I don't think that we can, but we are checking that the space is also
written.

>
> Perhaps what this is trying to do is make RWF_ATOMIC only be valid
> into written space?

Yes, and we now detail this in the man pages.

> I mean, this will fail with preallocated space
> (IOMAP_UNWRITTEN) even though we still have exactly the RWF_ATOMIC
> all-or-nothing behaviour guaranteed after a crash because of journal
> recovery behaviour. i.e. if the unwritten conversion gets written to
> the journal, the data will be there. If it isn't written to the
> journal, then the space remains unwritten and there's no data across
> that entire range....
>
> So I'm not really sure that either of these checks are valid or why
> they are actually needed....

I think that the idea is that the space is already written and the
metadata for the space is persisted or going to be. Darrick guided me on
this, so hopefully can comment more.

>
>> +
>> if (iomap->type == IOMAP_UNWRITTEN) {
>> dio->flags |= IOMAP_DIO_UNWRITTEN;
>> need_zeroout = true;
>> @@ -381,6 +389,9 @@ static loff_t iomap_dio_bio_iter(const struct iomap_iter *iter,
>> GFP_KERNEL);
>> bio->bi_iter.bi_sector = iomap_sector(iomap, pos);
>> bio->bi_ioprio = dio->iocb->ki_ioprio;
>> + if (atomic_write)
>> + bio->bi_opf |= REQ_ATOMIC;
>> +
>> bio->bi_private = dio;
>> bio->bi_end_io = iomap_dio_bio_end_io;
>>
>> @@ -397,6 +408,12 @@ static loff_t iomap_dio_bio_iter(const struct iomap_iter *iter,
>> }
>>
>> n = bio->bi_iter.bi_size;
>> + if (atomic_write && n != length) {
>> + /* This bio should have covered the complete length */
>> + ret = -EINVAL;
>> + bio_put(bio);
>> + goto out;
>
> Why? The actual bio can be any length that meets the aligned
> criteria between min and max, yes?

The write also needs to be a power-of-2 in length. atomic write min and
max will always be a power-of-2.

> So it's valid to split a
> RWF_ATOMIC write request up into multiple min unit sized bios, is it
> not?

It is not. In the RFC we sent in May there was a scheme to break up the
atomic write into multiple userspace block-sized bios, but that is no
longer supported.

Now an atomic write only produces a single bio. So userspace may do a
16KB atomic write, for example, and we only ever issue that as a single
16KB operation to the storage device.

> I mean, that's the whole point of the min/max unit setup, isn't
> it?

The point of min/max is to ensure that userspace executes an atomic
write which is guaranteed to be only ever issued as a single write to
the storage device. In addition, the length and position for that write
conforms to the storage device atomic write constraints.

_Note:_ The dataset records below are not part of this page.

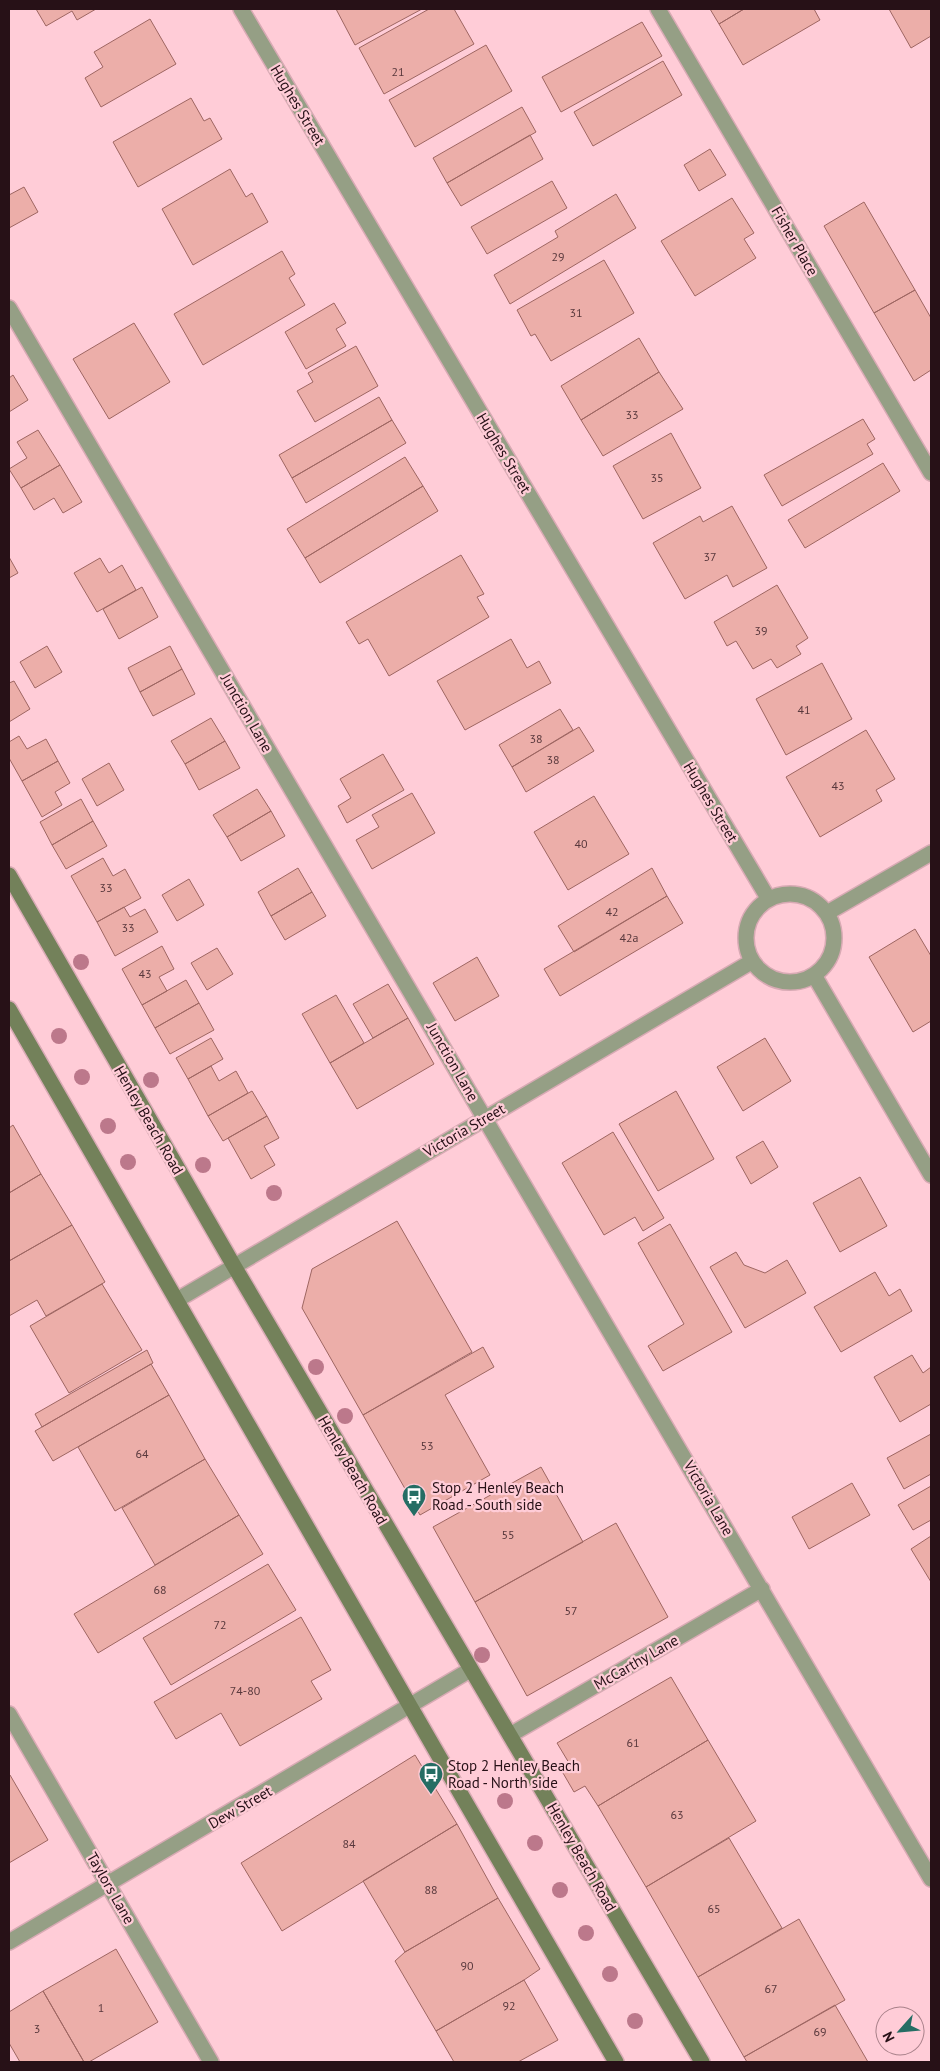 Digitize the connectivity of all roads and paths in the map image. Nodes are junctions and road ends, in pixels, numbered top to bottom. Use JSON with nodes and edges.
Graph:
{"nodes":[{"id":1,"x":241,"y":9,"type":"edge"},
{"id":2,"x":658,"y":9,"type":"edge"},
{"id":3,"x":9,"y":308,"type":"edge"},
{"id":4,"x":931,"y":473,"type":"edge"},
{"id":5,"x":931,"y":853,"type":"edge"},
{"id":6,"x":9,"y":875,"type":"edge"},
{"id":7,"x":768,"y":898,"type":"junction"},
{"id":8,"x":828,"y":913,"type":"junction"},
{"id":9,"x":751,"y":962,"type":"junction"},
{"id":10,"x":814,"y":975,"type":"junction"},
{"id":11,"x":9,"y":1009,"type":"edge"},
{"id":12,"x":485,"y":1118,"type":"junction"},
{"id":13,"x":931,"y":1175,"type":"edge"},
{"id":14,"x":234,"y":1266,"type":"junction"},
{"id":15,"x":177,"y":1300,"type":"junction"},
{"id":16,"x":762,"y":1589,"type":"junction"},
{"id":17,"x":470,"y":1670,"type":"junction"},
{"id":18,"x":408,"y":1705,"type":"junction"},
{"id":19,"x":9,"y":1714,"type":"edge"},
{"id":20,"x":510,"y":1735,"type":"junction"},
{"id":21,"x":931,"y":1879,"type":"edge"},
{"id":22,"x":108,"y":1884,"type":"junction"},
{"id":23,"x":9,"y":1942,"type":"edge"},
{"id":24,"x":212,"y":2062,"type":"edge"},
{"id":25,"x":616,"y":2062,"type":"edge"},
{"id":26,"x":702,"y":2062,"type":"edge"}],
"edges":[{"from":1,"to":7,"type":"street","name":"Hughes Street"},
{"from":2,"to":4,"type":"street","name":"Fisher Place"},
{"from":3,"to":12,"type":"street","name":"Junction Lane"},
{"from":5,"to":8,"type":"street"},
{"from":6,"to":14,"type":"main road","name":"Henley Beach Road"},
{"from":7,"to":8,"type":"street"},
{"from":7,"to":9,"type":"street"},
{"from":8,"to":10,"type":"street"},
{"from":9,"to":10,"type":"street"},
{"from":9,"to":12,"type":"street","name":"Victoria Street"},
{"from":10,"to":13,"type":"street"},
{"from":11,"to":15,"type":"main road"},
{"from":12,"to":14,"type":"street","name":"Victoria Street"},
{"from":12,"to":16,"type":"street","name":"Victoria Lane"},
{"from":14,"to":15,"type":"street","name":"Victoria Street"},
{"from":14,"to":17,"type":"main road","name":"Henley Beach Road"},
{"from":15,"to":18,"type":"main road"},
{"from":16,"to":20,"type":"street","name":"McCarthy Lane"},
{"from":16,"to":21,"type":"street","name":"Victoria Lane"},
{"from":17,"to":18,"type":"street","name":"Dew Street"},
{"from":17,"to":20,"type":"main road","name":"Henley Beach Road"},
{"from":18,"to":22,"type":"street","name":"Dew Street"},
{"from":18,"to":25,"type":"main road"},
{"from":19,"to":22,"type":"street","name":"Taylors Lane"},
{"from":20,"to":26,"type":"main road","name":"Henley Beach Road"},
{"from":22,"to":23,"type":"street","name":"Dew Street"},
{"from":22,"to":24,"type":"street","name":"Taylors Lane"}]} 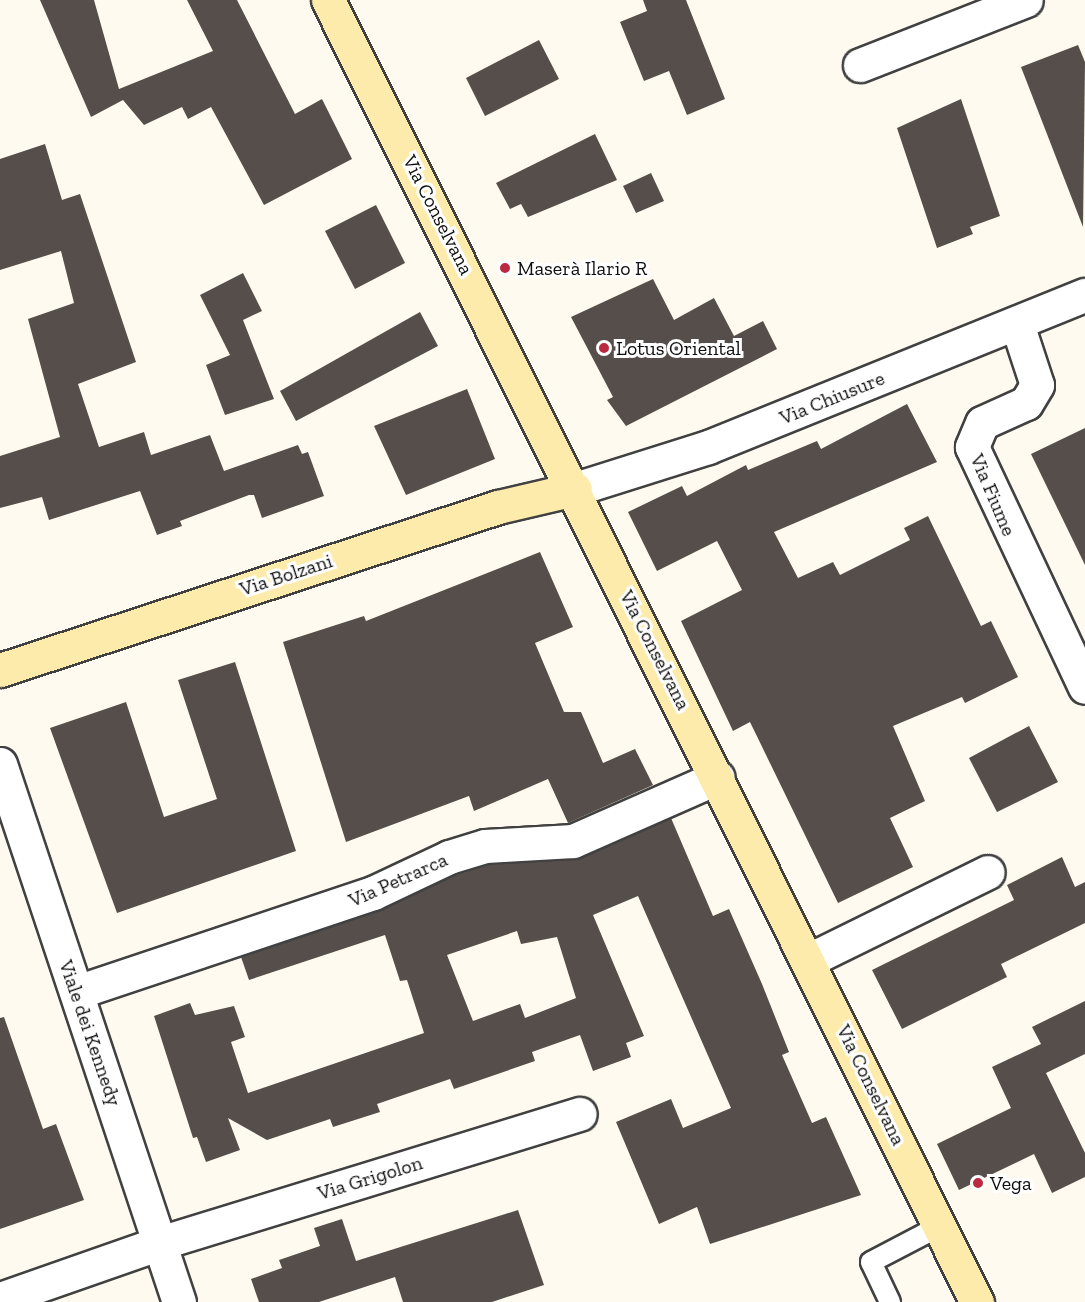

> That the max sized write only guarantees that it will tear at
> min unit boundaries, not within those min unit boundaries?

There is no tearing. As mentioned, the RFC in May did support some
splitting but we decided to drop it.

> If
> I've understood this correctly, then why does this "single bio for
> large atomic write" constraint need to exist?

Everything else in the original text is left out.